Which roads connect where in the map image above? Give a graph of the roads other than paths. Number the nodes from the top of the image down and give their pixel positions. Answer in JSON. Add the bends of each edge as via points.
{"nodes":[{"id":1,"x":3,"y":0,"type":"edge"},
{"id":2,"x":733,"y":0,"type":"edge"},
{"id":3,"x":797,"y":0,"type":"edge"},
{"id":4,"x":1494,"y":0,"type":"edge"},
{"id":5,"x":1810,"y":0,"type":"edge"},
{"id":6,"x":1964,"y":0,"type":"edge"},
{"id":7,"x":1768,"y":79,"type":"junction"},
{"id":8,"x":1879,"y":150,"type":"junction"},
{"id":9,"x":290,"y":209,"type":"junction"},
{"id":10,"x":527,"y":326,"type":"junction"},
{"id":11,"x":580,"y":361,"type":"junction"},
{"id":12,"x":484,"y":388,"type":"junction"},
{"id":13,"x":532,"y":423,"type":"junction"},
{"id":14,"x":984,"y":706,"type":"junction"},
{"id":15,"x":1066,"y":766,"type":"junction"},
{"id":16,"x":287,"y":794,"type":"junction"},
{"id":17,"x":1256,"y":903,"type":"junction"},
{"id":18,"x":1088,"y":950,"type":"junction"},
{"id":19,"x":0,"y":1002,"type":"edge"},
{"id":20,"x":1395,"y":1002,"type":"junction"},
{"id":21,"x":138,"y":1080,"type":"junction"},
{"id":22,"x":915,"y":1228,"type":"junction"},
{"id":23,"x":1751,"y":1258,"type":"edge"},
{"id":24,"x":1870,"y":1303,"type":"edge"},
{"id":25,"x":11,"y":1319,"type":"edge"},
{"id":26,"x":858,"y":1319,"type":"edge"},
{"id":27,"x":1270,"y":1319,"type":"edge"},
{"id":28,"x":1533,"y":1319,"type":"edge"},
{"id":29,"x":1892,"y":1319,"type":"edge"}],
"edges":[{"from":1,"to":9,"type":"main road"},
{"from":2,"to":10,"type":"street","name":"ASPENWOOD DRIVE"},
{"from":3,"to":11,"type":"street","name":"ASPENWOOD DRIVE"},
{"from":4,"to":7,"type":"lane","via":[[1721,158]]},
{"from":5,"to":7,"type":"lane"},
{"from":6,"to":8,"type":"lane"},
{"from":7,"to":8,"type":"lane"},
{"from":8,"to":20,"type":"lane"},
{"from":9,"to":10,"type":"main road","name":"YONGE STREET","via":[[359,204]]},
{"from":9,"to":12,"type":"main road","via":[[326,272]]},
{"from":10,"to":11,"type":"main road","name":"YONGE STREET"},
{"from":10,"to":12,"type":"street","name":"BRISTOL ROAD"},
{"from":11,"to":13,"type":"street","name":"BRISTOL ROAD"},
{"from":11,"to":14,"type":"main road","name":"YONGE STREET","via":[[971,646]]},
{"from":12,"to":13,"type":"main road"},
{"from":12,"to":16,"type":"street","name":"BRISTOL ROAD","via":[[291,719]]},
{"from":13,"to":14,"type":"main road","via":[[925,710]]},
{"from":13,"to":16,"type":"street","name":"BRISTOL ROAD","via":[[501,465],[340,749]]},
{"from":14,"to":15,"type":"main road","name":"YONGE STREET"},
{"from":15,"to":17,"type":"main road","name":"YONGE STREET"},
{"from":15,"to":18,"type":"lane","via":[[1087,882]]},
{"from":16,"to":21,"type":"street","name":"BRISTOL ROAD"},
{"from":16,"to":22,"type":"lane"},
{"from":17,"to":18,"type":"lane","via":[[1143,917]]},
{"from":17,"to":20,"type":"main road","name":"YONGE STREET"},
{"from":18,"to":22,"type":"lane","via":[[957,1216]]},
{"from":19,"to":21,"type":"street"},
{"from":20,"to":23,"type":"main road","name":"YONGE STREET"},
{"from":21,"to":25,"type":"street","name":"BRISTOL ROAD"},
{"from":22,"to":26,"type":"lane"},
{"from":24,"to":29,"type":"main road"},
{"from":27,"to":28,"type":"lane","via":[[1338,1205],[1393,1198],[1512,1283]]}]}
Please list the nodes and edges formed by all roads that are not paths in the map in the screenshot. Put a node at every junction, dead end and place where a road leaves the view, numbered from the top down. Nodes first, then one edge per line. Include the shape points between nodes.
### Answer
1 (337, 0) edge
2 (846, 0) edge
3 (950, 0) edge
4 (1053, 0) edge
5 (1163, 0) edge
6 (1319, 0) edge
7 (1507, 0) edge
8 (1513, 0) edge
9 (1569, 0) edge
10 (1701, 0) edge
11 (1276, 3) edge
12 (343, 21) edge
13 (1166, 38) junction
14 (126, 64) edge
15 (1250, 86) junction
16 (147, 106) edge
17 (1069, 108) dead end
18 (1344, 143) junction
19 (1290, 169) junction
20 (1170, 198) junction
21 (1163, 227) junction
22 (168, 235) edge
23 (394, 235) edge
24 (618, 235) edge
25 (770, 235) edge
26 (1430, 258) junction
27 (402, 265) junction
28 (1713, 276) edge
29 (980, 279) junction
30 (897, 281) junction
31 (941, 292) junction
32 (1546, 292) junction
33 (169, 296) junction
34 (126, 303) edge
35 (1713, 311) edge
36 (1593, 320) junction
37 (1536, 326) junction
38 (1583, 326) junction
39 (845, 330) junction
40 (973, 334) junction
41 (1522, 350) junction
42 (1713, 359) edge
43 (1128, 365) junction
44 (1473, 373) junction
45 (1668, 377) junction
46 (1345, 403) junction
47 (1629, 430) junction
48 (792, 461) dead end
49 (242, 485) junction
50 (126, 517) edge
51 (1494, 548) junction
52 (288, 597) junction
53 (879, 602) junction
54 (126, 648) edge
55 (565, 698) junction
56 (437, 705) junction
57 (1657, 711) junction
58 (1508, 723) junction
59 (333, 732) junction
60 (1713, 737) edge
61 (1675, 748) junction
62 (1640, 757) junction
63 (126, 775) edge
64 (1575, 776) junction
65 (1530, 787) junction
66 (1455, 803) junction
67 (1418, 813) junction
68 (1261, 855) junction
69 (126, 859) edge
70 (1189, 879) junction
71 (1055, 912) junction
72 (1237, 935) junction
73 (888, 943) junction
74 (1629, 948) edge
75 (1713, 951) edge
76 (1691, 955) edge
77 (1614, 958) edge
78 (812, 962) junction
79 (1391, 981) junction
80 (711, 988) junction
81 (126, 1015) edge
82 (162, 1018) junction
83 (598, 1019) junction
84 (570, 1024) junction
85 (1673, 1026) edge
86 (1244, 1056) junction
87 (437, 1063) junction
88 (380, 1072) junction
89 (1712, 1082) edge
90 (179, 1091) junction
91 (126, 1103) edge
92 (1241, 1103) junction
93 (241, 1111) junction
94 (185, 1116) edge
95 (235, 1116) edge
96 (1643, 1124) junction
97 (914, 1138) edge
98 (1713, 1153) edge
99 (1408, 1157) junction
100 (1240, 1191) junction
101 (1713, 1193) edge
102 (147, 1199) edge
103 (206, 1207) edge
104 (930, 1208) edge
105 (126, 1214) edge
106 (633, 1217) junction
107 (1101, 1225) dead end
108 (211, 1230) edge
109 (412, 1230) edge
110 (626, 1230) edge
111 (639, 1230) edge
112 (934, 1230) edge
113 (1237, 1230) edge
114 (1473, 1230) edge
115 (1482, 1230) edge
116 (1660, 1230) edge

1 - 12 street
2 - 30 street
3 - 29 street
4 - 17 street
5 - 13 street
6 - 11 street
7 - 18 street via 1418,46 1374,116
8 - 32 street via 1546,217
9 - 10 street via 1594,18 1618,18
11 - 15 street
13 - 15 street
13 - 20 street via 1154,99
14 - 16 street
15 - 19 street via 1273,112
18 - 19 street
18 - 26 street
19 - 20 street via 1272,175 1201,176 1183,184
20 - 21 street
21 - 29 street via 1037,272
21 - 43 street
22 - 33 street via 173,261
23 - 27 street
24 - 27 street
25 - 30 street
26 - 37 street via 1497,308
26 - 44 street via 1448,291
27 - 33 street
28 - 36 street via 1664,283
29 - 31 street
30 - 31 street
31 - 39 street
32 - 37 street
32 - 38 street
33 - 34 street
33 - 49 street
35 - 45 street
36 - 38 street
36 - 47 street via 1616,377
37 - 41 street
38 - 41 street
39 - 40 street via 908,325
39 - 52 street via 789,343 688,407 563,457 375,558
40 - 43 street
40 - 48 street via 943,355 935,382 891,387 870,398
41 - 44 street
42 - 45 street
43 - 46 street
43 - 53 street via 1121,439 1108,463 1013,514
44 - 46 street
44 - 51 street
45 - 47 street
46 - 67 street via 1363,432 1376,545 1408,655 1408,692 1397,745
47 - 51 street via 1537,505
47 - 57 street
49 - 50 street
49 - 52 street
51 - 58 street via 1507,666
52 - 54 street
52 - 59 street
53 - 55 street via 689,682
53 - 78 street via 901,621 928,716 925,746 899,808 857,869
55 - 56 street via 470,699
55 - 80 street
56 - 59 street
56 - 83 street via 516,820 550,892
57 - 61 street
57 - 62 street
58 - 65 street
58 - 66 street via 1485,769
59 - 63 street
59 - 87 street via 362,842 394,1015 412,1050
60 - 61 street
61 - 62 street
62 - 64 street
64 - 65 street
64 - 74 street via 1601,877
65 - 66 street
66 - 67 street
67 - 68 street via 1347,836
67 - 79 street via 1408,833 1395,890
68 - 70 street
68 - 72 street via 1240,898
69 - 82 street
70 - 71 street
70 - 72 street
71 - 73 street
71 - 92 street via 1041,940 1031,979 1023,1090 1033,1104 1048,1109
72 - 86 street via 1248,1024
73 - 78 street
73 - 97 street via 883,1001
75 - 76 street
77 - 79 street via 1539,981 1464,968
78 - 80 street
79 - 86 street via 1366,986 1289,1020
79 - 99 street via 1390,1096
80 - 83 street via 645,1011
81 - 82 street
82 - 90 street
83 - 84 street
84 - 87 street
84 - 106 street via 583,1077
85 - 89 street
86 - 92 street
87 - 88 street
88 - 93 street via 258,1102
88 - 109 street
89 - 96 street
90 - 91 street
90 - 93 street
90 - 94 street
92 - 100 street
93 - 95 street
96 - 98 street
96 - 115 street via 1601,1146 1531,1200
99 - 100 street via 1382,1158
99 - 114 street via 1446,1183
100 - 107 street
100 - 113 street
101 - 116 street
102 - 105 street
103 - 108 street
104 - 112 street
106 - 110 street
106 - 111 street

========

Copy every line in the entries above that has the string "edges" in it.

"edges":[{"from":1,"to":9,"type":"main road"},
Please list the nodes and edges formed by all roads that are not paths in the map in the screenshot. Put a node at every junction, dead end and place where a road leaves the view, numbered from the top down. Nodes first, then one edge per line. Include the shape points between nodes.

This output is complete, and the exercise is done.